There just isn't any legitimate reason to claim that GNOME Shell is
"horrible" or "terrible". It's just different.
Have to disagree.
Unity/Gnome 3 broke a number of standards and principles for no good reason.
The most important one is that GUI standards were pretty much universal,
whether you used OSX or Windows or Linux, certain aspects were reliably
similar and so one didn't have to spend time figuring out non-intuitive
methods. Gnome3 and Unity threw this out of the window.
To subject an existing user base (particularly one that was so happy with the
previous incarnations), to such a huge and stupid change was absurd (if it
used to take one click and now it takes three, that's not good design that's
arrogance on the behalf of the designers). The Gnome devs have been dragging
Gnome from a decent level of usability into childish nosense, step by step,
for some years. Every new version had more functionality stripped out, for no
good reason - not as a result of thousands of confused users, but because
they, as designers, had the power and couldn't resist using it. Rather like
spiteful children given a complicated toy going on to wreck it bit by bit. It
very much appeared to go hand in hand with the all round dumbing down that
has pervaded pretty much every aspect of society for the last15-20 years.
Canonical seems to want to distance themselves from Linux in general and make
out that they have some sort of unique product. They don't. They have the
work of a lot of other people, given freely, to humanity as a whole, in the
name of freedom, onto which they have bolted a series of badly designed bits
of nonsense, over which they then sneered at everyone who tried to disagree.

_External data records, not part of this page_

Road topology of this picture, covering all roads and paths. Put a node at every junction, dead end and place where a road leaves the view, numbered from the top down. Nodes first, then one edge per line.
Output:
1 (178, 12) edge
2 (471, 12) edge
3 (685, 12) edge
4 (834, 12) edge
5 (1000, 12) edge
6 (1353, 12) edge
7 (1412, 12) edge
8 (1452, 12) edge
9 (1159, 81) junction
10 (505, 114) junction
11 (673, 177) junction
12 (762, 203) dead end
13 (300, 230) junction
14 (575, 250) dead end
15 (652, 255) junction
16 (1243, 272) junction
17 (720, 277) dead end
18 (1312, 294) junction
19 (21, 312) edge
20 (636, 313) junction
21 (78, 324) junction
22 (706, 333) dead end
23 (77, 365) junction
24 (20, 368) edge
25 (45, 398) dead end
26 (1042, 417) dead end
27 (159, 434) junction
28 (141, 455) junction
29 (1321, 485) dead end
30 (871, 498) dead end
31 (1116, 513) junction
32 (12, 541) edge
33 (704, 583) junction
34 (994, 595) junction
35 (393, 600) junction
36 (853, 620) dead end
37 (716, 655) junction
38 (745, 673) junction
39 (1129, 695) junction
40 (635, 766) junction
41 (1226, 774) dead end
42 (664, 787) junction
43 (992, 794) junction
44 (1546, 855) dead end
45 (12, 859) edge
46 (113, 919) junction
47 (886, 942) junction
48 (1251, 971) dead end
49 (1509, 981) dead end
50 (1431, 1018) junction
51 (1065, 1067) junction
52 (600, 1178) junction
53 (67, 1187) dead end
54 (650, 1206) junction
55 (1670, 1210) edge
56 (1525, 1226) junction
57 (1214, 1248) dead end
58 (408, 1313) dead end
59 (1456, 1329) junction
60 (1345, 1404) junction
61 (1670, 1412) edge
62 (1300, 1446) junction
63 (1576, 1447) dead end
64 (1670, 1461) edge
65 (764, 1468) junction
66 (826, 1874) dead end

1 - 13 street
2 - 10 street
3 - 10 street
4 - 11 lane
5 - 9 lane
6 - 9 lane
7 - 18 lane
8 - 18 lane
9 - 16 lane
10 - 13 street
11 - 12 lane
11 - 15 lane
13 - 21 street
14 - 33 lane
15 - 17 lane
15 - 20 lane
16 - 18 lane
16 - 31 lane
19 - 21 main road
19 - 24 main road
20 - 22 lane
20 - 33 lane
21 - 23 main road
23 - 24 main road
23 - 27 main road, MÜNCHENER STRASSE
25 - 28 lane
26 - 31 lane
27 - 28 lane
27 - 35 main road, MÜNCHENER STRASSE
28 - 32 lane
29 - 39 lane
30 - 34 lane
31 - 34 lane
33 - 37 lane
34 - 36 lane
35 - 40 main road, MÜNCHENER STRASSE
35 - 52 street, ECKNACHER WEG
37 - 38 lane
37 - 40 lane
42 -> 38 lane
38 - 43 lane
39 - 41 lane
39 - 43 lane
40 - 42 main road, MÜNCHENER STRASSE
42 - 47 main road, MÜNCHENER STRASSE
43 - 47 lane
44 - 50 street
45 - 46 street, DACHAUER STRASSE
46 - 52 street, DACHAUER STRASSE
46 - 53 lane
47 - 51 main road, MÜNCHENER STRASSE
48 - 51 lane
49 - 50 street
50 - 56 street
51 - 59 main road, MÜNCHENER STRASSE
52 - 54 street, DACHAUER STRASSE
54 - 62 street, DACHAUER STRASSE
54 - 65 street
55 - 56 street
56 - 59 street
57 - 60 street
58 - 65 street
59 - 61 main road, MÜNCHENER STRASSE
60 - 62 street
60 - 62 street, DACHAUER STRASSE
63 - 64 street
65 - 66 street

If this is "community" then I have to say I'm disappointed - when a minority
imposes changes on an unwilling majority and is nasty to anyone who
disagrees, it's no longer a community but more of a dictatorship. Again, very
typical of the way society is going in general. Very corporate, very inhuman,
very arrogant.
Then we have the various areas where backend configuration system have been
over-complicated with successive versions.
So, to recap, you personally think that Gnome3 and Unity are acceptable.
That's fine. I don't and a lot of other people don't and I don't appreciate
being told that I have no legitimate reasons for doing so. I think I have
more legitimate reasons for not liking it than you do for liking it and
throwing around psychological diagnoses is cheap. I have no problem with
switching between Mate, Cinnamon, KDE, enlightenment, blackbox, fluxbox and
windowmaker, so don't talk to me about "baby duck syndrome" as that's a poor
justification for your judgment.
None of this is to deny a design team's right to say "ok, time for something
completely different". It's to point out that the changes introduced were
introduced badly, were explained badly and there was altogether too much
sneering and selfrighteousness from those in favour of the change.
No matter - the community responded as it always does and now we have Mate
and Cinnamon.
By way of example - I installed Ubuntu 10.04 on a couple of computers in a
care home. There was no opportunity to take the residents through why windows
had disappeared and been replaced, so I left a text file on the desktops with
a short paragraph explaining why they'd changed, with my phone number. A few
weeks later, having heard nothing, I asked how things were going "oh, they
love it, no problems at all" I was told. Canonical threw that intuitiveness
away when they changed to Unity as did Gnome when they changed to version 3
and that, for Linux as a whole, is a crying shame.